**Dataset entries:**
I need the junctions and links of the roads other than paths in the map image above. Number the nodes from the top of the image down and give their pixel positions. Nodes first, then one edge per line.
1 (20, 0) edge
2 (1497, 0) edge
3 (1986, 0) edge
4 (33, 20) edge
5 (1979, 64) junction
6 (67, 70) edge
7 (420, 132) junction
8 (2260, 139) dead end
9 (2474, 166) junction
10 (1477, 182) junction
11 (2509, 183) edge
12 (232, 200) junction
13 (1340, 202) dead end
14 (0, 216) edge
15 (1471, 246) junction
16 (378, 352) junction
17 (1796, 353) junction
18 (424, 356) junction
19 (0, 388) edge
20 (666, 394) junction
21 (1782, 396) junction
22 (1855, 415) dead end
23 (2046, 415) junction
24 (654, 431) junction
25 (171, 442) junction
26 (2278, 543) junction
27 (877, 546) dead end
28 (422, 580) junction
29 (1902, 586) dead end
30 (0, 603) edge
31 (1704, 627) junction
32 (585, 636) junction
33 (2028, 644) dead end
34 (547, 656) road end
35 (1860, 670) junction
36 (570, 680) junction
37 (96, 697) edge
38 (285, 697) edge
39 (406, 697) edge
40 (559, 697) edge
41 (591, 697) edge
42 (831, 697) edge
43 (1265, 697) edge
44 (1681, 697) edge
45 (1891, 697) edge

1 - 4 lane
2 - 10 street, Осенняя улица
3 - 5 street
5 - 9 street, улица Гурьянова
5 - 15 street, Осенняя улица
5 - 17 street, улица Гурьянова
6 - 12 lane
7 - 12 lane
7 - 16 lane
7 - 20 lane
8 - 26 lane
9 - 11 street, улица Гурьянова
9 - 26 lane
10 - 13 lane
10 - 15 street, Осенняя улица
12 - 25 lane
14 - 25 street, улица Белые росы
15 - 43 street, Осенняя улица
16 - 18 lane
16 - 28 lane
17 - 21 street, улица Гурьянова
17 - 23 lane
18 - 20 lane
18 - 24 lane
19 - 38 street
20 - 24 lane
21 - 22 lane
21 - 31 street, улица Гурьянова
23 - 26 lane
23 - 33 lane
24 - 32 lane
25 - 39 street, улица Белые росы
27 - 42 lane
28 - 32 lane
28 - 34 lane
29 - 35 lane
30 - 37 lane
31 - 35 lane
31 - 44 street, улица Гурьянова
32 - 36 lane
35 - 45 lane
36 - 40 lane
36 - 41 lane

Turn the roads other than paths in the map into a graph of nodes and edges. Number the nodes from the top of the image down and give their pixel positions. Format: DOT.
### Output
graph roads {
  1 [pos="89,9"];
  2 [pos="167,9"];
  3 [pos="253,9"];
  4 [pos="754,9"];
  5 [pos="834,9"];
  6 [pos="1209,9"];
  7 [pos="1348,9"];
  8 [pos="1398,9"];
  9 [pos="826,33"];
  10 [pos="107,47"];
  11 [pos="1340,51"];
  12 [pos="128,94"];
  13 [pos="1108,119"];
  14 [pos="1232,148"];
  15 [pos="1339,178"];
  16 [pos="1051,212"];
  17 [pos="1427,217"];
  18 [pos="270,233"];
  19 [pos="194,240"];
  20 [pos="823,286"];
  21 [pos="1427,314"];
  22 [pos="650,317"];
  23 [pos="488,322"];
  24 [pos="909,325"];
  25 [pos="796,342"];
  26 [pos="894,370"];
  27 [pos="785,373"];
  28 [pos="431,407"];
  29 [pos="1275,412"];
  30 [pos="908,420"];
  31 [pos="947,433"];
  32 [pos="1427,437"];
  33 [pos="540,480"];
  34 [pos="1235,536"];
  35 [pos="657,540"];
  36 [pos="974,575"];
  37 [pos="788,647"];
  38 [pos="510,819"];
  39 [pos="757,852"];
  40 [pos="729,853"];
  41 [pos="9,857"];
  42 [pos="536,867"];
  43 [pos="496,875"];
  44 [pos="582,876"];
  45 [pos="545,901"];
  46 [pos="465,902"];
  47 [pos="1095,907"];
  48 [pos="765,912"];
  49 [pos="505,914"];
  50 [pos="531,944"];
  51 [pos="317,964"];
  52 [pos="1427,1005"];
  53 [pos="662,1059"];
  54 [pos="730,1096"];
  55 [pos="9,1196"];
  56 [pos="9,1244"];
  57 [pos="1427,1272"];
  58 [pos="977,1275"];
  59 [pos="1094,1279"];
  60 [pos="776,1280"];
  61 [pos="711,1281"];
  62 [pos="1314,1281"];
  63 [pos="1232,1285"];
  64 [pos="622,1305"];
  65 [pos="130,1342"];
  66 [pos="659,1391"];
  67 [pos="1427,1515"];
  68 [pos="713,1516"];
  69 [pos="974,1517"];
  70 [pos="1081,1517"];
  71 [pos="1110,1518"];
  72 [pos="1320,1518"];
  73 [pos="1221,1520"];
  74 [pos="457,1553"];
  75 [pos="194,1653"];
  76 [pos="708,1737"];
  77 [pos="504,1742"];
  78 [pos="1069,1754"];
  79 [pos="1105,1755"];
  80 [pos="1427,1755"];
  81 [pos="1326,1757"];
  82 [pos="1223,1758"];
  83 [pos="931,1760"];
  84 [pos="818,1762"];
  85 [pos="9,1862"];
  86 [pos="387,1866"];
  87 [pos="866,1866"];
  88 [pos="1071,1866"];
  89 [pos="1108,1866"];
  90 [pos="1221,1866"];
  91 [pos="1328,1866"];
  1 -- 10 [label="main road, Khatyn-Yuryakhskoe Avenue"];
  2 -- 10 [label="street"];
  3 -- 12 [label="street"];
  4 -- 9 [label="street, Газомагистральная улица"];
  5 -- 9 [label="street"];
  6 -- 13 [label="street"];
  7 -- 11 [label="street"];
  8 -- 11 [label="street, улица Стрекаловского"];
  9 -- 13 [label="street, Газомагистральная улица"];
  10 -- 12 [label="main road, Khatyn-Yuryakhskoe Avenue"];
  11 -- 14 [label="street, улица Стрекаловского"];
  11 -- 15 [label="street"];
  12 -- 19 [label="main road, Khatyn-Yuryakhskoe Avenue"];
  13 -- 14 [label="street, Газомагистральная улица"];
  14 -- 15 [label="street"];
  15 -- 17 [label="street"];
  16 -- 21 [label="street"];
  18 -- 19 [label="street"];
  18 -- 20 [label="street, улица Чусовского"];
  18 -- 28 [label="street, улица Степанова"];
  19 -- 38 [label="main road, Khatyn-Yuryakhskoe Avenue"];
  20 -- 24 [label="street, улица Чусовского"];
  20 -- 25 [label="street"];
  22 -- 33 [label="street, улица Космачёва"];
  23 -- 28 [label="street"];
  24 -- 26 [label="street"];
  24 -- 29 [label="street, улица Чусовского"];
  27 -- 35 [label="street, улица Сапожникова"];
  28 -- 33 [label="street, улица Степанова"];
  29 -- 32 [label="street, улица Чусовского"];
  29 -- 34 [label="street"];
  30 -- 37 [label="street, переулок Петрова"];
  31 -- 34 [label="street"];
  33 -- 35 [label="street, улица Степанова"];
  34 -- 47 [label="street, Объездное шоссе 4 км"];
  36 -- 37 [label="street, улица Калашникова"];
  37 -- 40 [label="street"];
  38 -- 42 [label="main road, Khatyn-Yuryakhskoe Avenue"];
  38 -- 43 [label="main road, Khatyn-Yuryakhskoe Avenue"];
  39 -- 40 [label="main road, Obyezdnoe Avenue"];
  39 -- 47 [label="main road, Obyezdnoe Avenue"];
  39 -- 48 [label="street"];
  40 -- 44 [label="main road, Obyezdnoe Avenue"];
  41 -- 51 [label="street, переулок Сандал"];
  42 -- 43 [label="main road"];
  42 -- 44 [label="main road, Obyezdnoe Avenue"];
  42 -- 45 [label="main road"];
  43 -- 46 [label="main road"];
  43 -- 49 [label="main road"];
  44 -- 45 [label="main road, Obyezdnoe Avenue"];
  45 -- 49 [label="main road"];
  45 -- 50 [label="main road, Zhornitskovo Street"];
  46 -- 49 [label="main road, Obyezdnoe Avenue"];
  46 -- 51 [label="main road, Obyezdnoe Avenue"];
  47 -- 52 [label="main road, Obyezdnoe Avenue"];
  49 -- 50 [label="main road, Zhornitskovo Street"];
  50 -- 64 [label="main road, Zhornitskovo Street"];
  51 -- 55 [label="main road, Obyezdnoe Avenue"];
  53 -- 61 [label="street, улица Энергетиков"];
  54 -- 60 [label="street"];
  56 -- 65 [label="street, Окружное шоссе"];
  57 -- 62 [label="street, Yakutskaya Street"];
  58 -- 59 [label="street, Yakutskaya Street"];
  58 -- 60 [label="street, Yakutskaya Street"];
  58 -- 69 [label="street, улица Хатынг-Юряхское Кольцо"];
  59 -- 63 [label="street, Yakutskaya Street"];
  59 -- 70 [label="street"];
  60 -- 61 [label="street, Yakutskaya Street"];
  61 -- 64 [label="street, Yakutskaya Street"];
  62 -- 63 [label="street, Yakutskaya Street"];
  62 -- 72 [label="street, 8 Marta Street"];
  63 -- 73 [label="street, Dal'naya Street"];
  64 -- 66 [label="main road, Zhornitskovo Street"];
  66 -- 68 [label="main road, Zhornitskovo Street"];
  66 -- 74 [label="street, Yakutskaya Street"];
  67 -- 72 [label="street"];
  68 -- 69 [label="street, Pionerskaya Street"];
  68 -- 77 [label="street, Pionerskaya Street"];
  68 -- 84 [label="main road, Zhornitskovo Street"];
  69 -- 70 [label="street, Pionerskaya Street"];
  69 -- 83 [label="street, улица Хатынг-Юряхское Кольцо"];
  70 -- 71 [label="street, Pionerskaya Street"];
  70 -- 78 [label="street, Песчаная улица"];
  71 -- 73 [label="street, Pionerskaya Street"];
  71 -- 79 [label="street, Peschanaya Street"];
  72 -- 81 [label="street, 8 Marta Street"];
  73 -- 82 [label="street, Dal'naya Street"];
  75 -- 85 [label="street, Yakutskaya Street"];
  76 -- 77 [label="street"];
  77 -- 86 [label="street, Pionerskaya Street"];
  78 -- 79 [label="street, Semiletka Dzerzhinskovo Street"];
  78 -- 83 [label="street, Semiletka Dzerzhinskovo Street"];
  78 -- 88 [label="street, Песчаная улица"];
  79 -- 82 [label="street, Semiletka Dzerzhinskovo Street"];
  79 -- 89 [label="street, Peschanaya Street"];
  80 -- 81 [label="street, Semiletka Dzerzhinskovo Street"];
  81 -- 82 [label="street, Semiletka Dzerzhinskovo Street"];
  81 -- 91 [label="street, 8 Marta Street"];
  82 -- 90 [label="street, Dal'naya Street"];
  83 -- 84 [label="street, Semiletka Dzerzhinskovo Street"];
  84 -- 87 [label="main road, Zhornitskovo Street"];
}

**HOW TO COMPLETE THIS TASK:**
Within the data above, count the lines that contain the string "Чусовского"; the reply is the number alone.

**ANSWER SPACE:**
4